TASK GOAL:
Among the lines of the records, find all that carry the word "Postrail" and copy them.

ENTRIES PROVIDED:
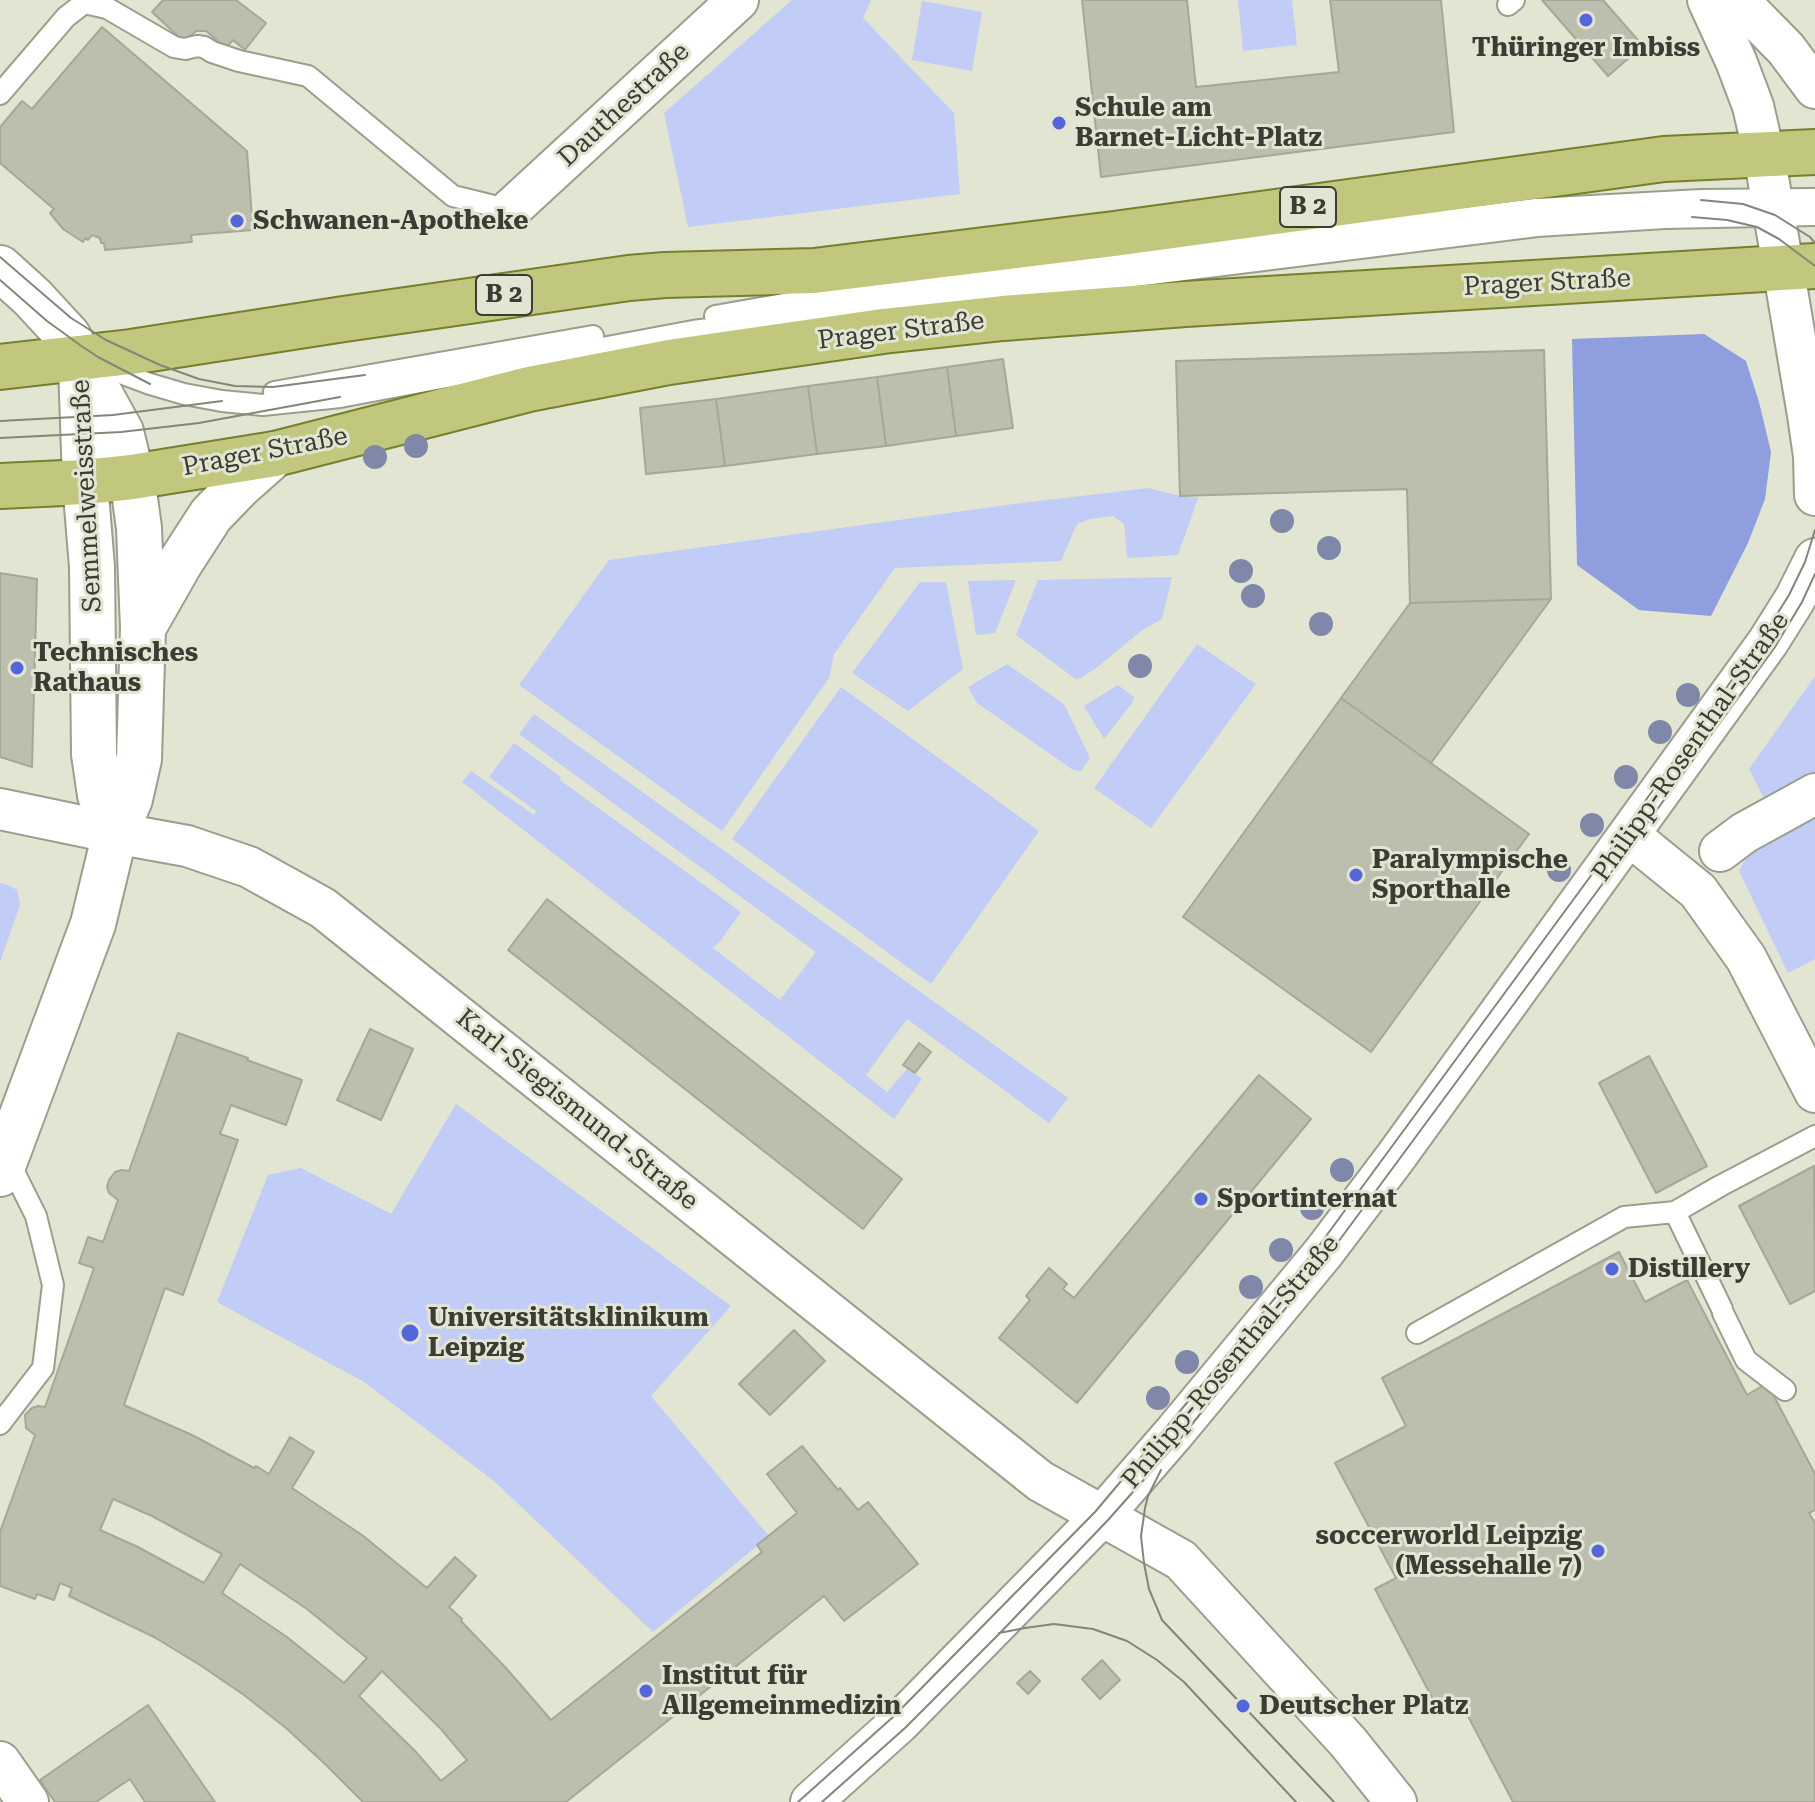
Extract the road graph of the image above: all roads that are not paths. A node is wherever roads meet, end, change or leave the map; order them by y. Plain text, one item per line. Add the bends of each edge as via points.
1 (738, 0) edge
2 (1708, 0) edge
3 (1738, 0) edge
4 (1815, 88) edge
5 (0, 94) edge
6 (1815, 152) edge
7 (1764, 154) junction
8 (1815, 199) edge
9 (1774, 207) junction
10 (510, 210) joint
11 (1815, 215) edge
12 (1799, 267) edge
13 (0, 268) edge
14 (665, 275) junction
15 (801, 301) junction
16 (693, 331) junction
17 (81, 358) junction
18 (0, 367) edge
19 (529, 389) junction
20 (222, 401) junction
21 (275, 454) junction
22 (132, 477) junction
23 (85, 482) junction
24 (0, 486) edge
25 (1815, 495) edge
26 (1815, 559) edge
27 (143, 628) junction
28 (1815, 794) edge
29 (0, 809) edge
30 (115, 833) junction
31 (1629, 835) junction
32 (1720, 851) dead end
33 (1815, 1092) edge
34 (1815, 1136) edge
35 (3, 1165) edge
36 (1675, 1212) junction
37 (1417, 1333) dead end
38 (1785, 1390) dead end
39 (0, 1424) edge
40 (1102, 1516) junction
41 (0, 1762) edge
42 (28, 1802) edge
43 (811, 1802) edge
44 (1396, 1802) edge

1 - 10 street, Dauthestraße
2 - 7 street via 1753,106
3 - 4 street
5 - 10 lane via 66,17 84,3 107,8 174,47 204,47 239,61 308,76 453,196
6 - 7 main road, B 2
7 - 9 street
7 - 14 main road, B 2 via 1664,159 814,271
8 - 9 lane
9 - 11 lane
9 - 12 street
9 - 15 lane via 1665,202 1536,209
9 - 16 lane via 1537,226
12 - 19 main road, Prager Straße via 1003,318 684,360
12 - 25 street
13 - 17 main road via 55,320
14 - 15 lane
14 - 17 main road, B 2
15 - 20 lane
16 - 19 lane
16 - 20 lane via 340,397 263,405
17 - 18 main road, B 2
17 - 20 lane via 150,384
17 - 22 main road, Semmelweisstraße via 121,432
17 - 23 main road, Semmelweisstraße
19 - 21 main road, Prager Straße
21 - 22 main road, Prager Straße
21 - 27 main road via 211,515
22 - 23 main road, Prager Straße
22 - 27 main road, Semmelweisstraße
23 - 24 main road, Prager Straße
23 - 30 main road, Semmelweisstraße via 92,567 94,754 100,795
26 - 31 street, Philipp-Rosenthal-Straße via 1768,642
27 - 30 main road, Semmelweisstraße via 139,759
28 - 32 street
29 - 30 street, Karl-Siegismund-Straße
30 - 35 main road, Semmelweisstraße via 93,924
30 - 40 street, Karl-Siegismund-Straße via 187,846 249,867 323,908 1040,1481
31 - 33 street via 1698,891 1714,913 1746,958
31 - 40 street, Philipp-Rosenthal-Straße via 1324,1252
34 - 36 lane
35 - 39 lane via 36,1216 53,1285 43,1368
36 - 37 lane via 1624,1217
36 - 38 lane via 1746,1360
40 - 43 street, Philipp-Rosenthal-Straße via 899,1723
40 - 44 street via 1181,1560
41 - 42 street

---

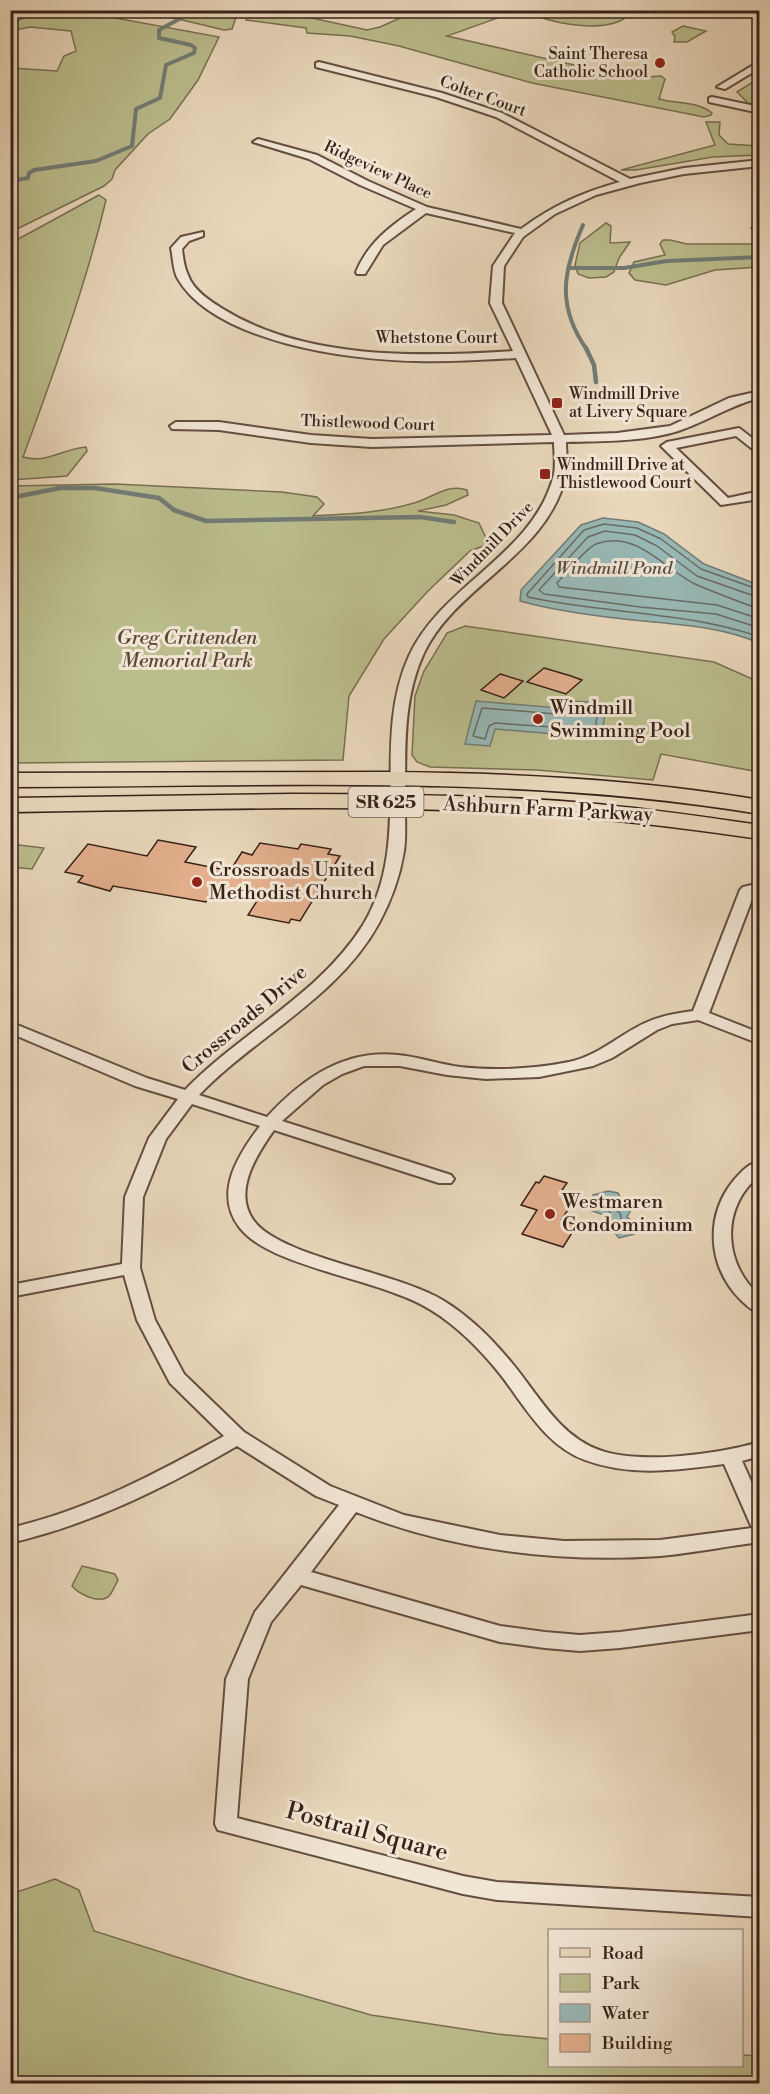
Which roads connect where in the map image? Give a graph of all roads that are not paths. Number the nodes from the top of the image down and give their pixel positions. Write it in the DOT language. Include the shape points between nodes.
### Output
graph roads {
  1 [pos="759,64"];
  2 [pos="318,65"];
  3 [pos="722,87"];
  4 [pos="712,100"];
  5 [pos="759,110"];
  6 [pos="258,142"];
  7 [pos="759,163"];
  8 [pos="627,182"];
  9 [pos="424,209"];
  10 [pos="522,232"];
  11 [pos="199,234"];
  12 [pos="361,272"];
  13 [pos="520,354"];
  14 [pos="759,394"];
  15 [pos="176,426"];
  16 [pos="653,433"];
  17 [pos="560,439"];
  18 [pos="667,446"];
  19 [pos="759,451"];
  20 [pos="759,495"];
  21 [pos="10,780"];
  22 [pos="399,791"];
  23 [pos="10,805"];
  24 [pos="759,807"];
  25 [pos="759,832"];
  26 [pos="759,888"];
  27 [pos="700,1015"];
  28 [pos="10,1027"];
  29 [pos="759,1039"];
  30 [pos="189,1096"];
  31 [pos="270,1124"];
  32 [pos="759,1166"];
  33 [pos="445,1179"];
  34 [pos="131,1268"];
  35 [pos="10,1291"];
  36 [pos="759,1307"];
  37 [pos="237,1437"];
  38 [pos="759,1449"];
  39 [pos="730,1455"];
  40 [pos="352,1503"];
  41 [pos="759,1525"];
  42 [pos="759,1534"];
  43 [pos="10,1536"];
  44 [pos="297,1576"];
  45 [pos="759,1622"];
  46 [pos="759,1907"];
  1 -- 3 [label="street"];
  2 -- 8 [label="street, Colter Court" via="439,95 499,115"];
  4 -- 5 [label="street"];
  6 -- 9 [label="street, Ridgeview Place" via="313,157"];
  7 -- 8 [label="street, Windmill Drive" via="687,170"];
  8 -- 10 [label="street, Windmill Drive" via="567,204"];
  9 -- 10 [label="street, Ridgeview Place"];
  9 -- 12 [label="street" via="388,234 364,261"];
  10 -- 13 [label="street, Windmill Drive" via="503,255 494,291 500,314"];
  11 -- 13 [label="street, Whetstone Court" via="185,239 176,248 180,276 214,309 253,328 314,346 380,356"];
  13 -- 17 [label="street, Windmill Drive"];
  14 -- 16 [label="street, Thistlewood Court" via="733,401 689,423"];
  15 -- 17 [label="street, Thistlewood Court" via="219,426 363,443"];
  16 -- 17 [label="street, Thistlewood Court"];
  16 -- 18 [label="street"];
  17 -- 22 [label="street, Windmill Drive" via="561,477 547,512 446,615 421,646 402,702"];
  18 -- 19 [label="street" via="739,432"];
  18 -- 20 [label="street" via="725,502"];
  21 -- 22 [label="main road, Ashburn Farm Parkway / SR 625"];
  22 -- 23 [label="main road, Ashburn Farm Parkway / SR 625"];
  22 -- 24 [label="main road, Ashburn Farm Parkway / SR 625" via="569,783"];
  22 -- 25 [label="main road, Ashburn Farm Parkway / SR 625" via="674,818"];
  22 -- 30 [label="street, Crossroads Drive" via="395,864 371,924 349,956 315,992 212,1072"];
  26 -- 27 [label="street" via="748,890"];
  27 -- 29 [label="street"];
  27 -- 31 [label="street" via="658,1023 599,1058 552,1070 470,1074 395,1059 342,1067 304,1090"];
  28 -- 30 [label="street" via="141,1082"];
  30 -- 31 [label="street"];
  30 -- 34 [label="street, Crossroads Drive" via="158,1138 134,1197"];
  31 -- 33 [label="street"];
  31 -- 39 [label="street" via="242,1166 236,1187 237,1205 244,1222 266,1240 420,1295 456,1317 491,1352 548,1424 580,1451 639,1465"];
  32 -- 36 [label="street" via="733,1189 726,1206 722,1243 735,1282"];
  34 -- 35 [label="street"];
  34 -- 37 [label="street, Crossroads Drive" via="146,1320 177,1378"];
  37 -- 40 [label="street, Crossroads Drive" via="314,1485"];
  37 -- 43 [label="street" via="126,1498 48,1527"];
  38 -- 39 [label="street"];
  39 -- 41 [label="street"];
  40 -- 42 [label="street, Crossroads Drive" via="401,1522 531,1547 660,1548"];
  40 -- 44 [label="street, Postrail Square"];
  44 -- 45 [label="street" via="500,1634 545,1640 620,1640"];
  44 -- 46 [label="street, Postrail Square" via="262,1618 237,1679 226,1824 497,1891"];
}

WRITTEN SOLUTION:
  40 -- 44 [label="street, Postrail Square"];
  44 -- 46 [label="street, Postrail Square" via="262,1618 237,1679 226,1824 497,1891"];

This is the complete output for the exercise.